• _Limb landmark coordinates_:
....................

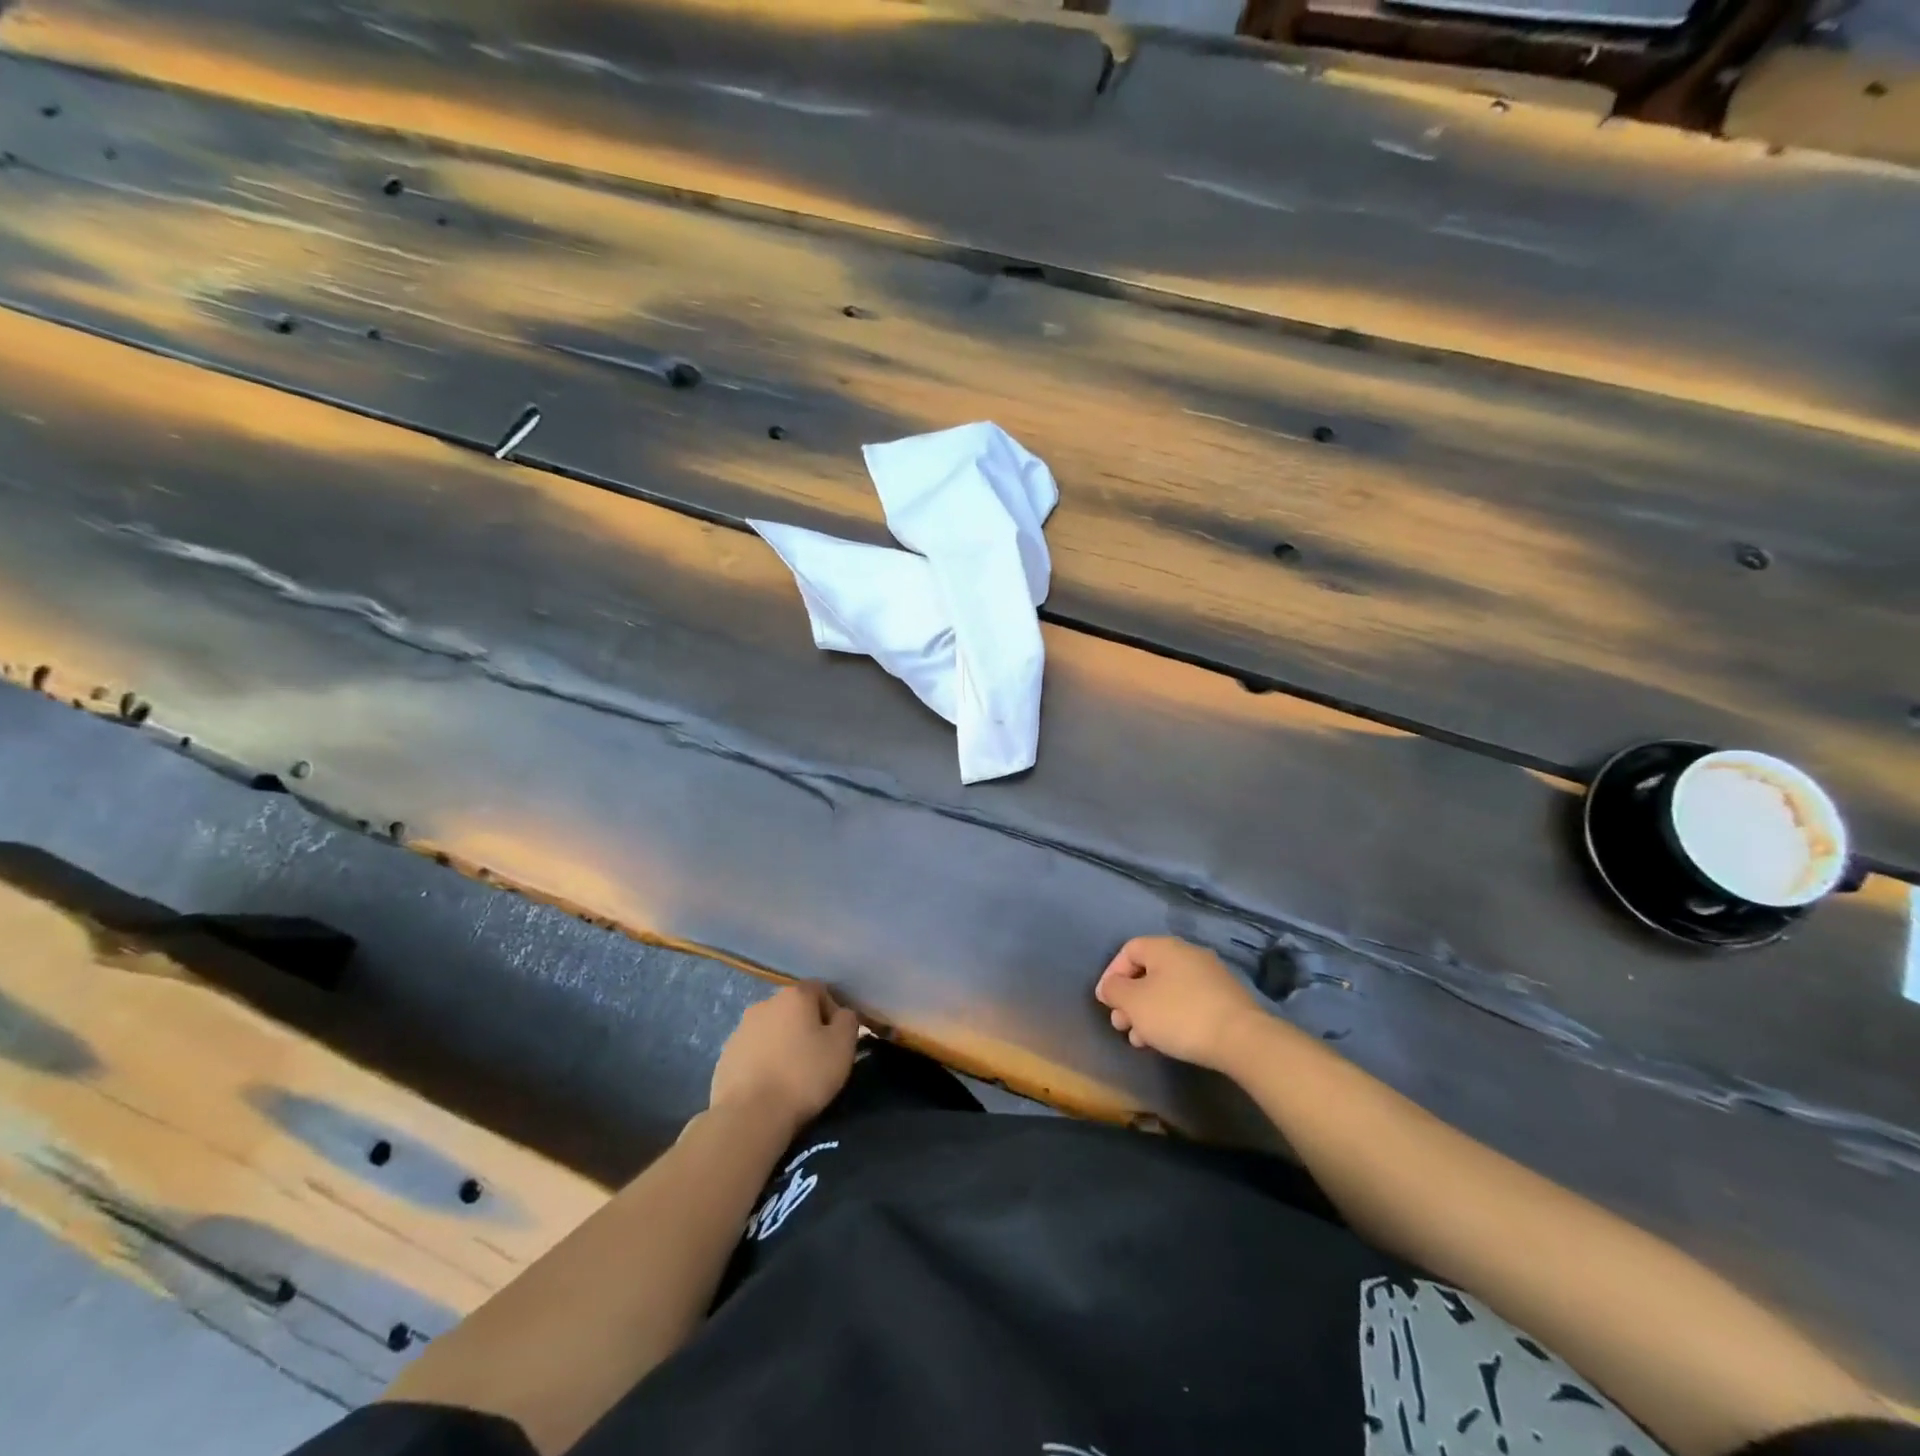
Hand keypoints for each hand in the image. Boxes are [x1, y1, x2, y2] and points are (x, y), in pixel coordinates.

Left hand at [709, 983, 859, 1132]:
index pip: (820, 990)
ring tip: (790, 1076)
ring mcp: (740, 1029)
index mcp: (794, 995)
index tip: (836, 1041)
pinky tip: (769, 1086)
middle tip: (816, 1058)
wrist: (749, 1115)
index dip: (832, 1012)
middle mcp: (765, 1003)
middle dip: (806, 1028)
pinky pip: (753, 1051)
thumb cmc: (803, 1075)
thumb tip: (841, 1014)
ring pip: (772, 1030)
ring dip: (783, 1044)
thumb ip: (848, 1021)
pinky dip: (763, 1062)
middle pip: (794, 1009)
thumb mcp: (843, 1047)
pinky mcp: (725, 1055)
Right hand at [1095, 936, 1262, 1070]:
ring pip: (1167, 990)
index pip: (1128, 950)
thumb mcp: (1135, 1003)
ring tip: (1141, 1041)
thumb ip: (1115, 990)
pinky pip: (1187, 1001)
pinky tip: (1167, 1041)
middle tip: (1121, 1025)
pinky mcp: (1225, 998)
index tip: (1105, 1002)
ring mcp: (1210, 975)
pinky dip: (1171, 1017)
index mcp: (1164, 947)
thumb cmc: (1178, 1014)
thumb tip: (1110, 986)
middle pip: (1148, 972)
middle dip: (1130, 999)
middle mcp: (1188, 954)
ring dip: (1148, 1012)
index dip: (1111, 974)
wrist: (1241, 1038)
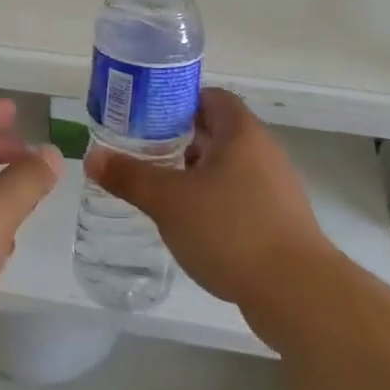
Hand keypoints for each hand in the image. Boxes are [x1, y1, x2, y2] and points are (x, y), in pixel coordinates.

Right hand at [83, 88, 333, 315]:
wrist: (297, 293)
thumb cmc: (231, 229)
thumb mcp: (169, 201)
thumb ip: (130, 176)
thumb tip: (92, 156)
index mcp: (241, 132)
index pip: (210, 97)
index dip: (178, 101)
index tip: (147, 116)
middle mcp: (263, 151)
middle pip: (218, 131)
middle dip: (180, 139)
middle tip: (144, 151)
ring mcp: (276, 187)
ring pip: (229, 167)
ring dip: (197, 173)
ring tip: (162, 189)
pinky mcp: (280, 221)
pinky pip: (241, 197)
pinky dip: (215, 202)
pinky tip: (192, 225)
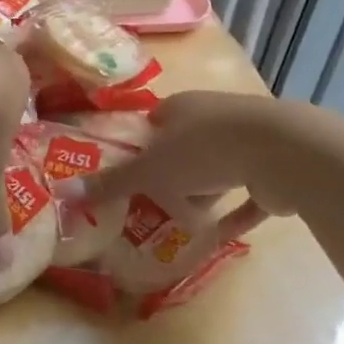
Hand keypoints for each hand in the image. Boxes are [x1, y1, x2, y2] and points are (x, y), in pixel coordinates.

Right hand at [57, 91, 306, 246]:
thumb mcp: (149, 171)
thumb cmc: (203, 152)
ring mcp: (246, 141)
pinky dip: (237, 212)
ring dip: (204, 194)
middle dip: (172, 175)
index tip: (131, 174)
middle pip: (184, 147)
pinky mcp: (272, 167)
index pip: (154, 122)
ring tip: (187, 225)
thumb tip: (62, 193)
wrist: (281, 153)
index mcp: (180, 107)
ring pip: (217, 169)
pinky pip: (249, 194)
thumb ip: (110, 184)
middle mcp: (212, 117)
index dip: (141, 146)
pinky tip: (224, 235)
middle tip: (156, 205)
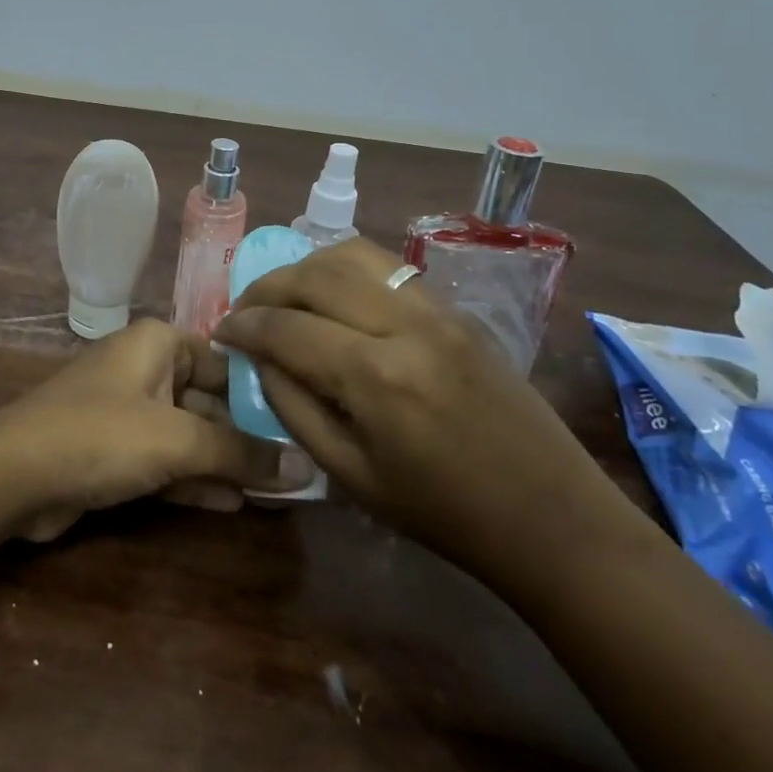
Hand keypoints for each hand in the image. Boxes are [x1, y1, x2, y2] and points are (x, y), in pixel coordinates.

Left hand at [0, 318, 316, 540]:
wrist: (13, 474)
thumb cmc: (102, 435)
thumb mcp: (178, 440)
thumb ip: (241, 452)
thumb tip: (305, 467)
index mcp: (160, 343)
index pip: (227, 359)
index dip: (264, 390)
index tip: (305, 421)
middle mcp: (145, 368)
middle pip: (210, 399)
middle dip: (248, 435)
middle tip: (299, 467)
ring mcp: (128, 411)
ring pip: (189, 434)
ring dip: (225, 462)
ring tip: (277, 491)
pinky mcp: (114, 450)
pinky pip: (166, 460)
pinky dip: (195, 479)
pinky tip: (235, 504)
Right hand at [214, 239, 642, 589]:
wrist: (551, 516)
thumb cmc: (443, 513)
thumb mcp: (350, 476)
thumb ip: (293, 409)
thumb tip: (260, 360)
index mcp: (376, 377)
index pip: (287, 328)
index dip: (244, 325)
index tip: (221, 331)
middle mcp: (405, 326)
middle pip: (315, 275)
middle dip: (267, 287)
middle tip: (245, 310)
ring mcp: (438, 310)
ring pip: (353, 255)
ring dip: (306, 268)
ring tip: (285, 296)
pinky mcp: (457, 310)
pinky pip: (388, 269)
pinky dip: (346, 270)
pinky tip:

....................

• _WHAT IS BEING ASKED_:
Retype each record exactly as it appears above and drop the images.

• _RESULT FOR THIS TASK_:
Hand keypoints for each hand in the image. Boxes are [x1, y1, x2, y2] and points are (x, y), in pixel coordinates.

Left hand at [709, 983, 859, 1132]:
index pip: (820, 990)
ring tip: (790, 1076)
ring mcp: (740, 1029)
index mcp: (794, 995)
index tip: (836, 1041)
pinky tip: (769, 1086)
middle tip: (816, 1058)
wrist: (749, 1115)
index dip: (832, 1012)
middle mcp: (765, 1003)
middle dip: (806, 1028)
pinky pip: (753, 1051)
thumb cmc: (803, 1075)
thumb tip: (841, 1014)
ring pip: (772, 1030)
ring dip: (783, 1044)
thumb ip: (848, 1021)
pinky dip: (763, 1062)
middle pip: (794, 1009)
thumb mcp: (843, 1047)
pinky mcp: (725, 1055)
Right hand at [1095, 936, 1262, 1070]:
ring pip: (1167, 990)
index pip: (1128, 950)
thumb mcp: (1135, 1003)
ring tip: (1141, 1041)
thumb ip: (1115, 990)
pinky pip: (1187, 1001)
pinky tip: (1167, 1041)
middle tip: (1121, 1025)
pinky mcp: (1225, 998)
index tip: (1105, 1002)
ring mcp: (1210, 975)
pinky dip: (1171, 1017)
index mcp: (1164, 947)
thumb cmc: (1178, 1014)
thumb tip: (1110, 986)
middle pip: (1148, 972)
middle dip: (1130, 999)
middle mcp: (1188, 954)
ring dip: (1148, 1012)
index dip: (1111, 974)
wrist: (1241, 1038)
Hand keypoints for each hand in the image. Boxes are [x1, y1, x2, y2] and points are (x, y), in pixel coordinates.

Right hand at [83, 88, 333, 315]:
wrist: (297, 293)
thumb cmc: (231, 229)
thumb mcp: (169, 201)
thumb ip: (130, 176)
thumb tip: (92, 156)
index mcp: (241, 132)
index pip: (210, 97)
index dip: (178, 101)
index tip: (147, 116)
middle mcp: (263, 151)
middle pip: (218, 131)
middle dip: (180, 139)
middle tip: (144, 151)
ring mcp: (276, 187)
ring pip: (229, 167)
ring dip: (197, 173)
ring tip: (162, 189)
pinky mcp: (280, 221)
pinky pip: (241, 197)
pinky dip: (215, 202)
pinky tip: (192, 225)
Hand keypoints for each hand in the image. Boxes are [x1, y1, x2, y2] and points are (x, y), in pixel coordinates.

Right hand at [57, 91, 306, 246]:
thumb mcp: (149, 171)
thumb cmc: (203, 152)
ring mcp: (246, 141)
pinky dip: (237, 212)
ring dip: (204, 194)
middle dip: (172, 175)
index tip: (131, 174)
middle pip: (184, 147)
pinky mcp: (272, 167)
index pip: (154, 122)
ring tip: (187, 225)
thumb tip: (62, 193)
wrist: (281, 153)
index mcp: (180, 107)
ring pip: (217, 169)
pinky pip: (249, 194)
thumb ip: (110, 184)
middle mcp: (212, 117)
index dip: (141, 146)
pinky tip: (224, 235)
middle tip: (156, 205)
Hand keypoints for each hand in the image. Boxes are [x1, y1, x2, y2] and points are (x, y), in pixel coordinates.

Left hand at [0, 318, 316, 540]:
wrist: (13, 474)
thumb cmc: (102, 435)
thumb mcp: (178, 440)
thumb ip: (241, 452)
thumb tip: (305, 467)
index mcp: (160, 343)
index pip: (227, 359)
index dip: (264, 390)
index tip: (305, 421)
middle mcp: (145, 368)
middle pip: (210, 399)
middle dip: (248, 435)
middle tip: (299, 467)
ring mcp: (128, 411)
ring pip: (189, 434)
ring dip: (225, 462)
ring tip: (277, 491)
pinky mcp: (114, 450)
pinky pip: (166, 460)
pinky dip: (195, 479)
pinky tip: (235, 504)
Right hand at [214, 239, 642, 589]:
wrist: (551, 516)
thumb cmc: (443, 513)
thumb mcp: (350, 476)
thumb ip: (293, 409)
thumb tip: (260, 360)
index mcp: (376, 377)
index pip: (287, 328)
index dip: (244, 325)
index tip: (221, 331)
middle mcp: (405, 326)
middle pip: (315, 275)
middle dip: (267, 287)
middle tip: (245, 310)
ring mcp: (438, 310)
ring pip: (353, 255)
ring dip: (306, 268)
ring tip: (285, 296)
pinky mcp: (457, 310)
pinky pip: (388, 269)
pinky dip: (346, 270)
pinky tip:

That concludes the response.